Attempts to connect the pieces in the inventory to surviving paintings by Artemisia have been largely unsuccessful. However, there is some speculation that a ‘Death of Cleopatra’ now with the Sarti Gallery in Paris and recently attributed to Artemisia is the same painting that was given the title ‘Saint laying his hand on fruit’ in the Commonwealth Sale inventory, and dates from her London period. Though the figure is clearly identifiable as the Egyptian queen – her hand lies beside the fruit, not on it, and the snake held between her fingers is slithering out of a basket of figs – the inventory was not drawn up by specialists, and even the transcription of ‘his’ in the title may have been an error. It may well be that the suicidal pagan queen had been mistaken for a saint.
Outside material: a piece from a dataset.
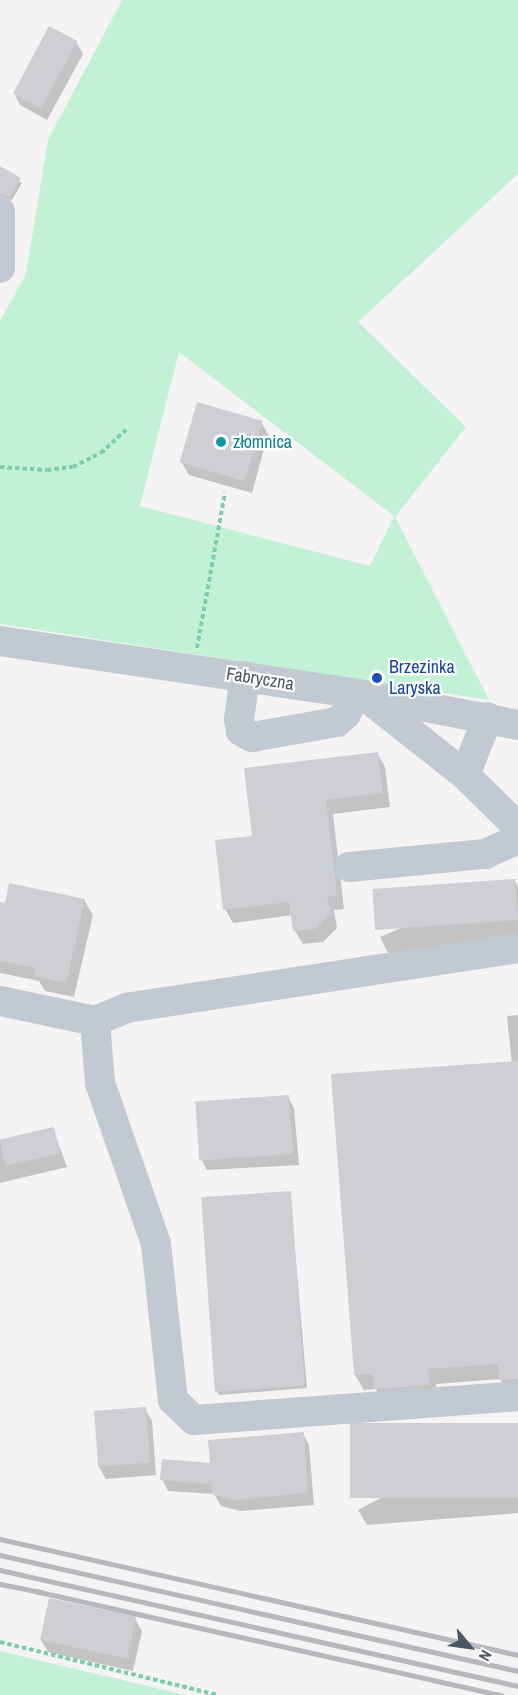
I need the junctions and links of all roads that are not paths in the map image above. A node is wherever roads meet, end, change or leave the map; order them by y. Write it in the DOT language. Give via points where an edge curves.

This rediscovery points to the tantalising possibility that more of Artemisia’s paintings from her London period remain to be identified. A particularly alluring suggestion concerns a painting titled Ulysses finding Achilles at the Court of King Lycomedes. Long considered a work by Orazio, in 2010 it was reattributed to Artemisia. Its confused attribution history is understandable, in that it contains many parallels with several of Orazio’s London works, such as The Finding of Moses, or Joseph and Potiphar’s Wife in the Royal Collection. The placement of the heads of the figures in an arc draws the viewer’s eye across the canvas, just as the hands of the women in his Moses painting pull one’s gaze to the basket. But the piece has telling signs of his daughter’s touch: the naturalistic features of the figures, particularly the women’s, and the textural use of light and shadow, most prominently found in the folds of fabrics.
It has since been speculated that the work is in fact a collaboration between father and daughter: when Artemisia arrived in London, she is believed to have taken over several of the works begun by her father, and completed them. The work Artemisia produced after her return to Naples appears to bear her father’s influence once more: perhaps in adapting her own style to finish his work, she re-absorbed some of his early teachings.
The full story of Artemisia’s London years remains to be told: the extent of her commissions and patrons, what she produced and how she was received, remains unclear. It is only in the last few decades that scholars have started to rebuild her reputation, to restore lost and damaged works, and to develop a more detailed picture of her movements and commissions. The National Gallery retrospective is a watershed: the first in the UK to celebrate the painter’s work and to reunite many of her masterpieces. But it also points forward to future discoveries, as she once more takes her rightful place in the pantheon of the great Italian baroque artists.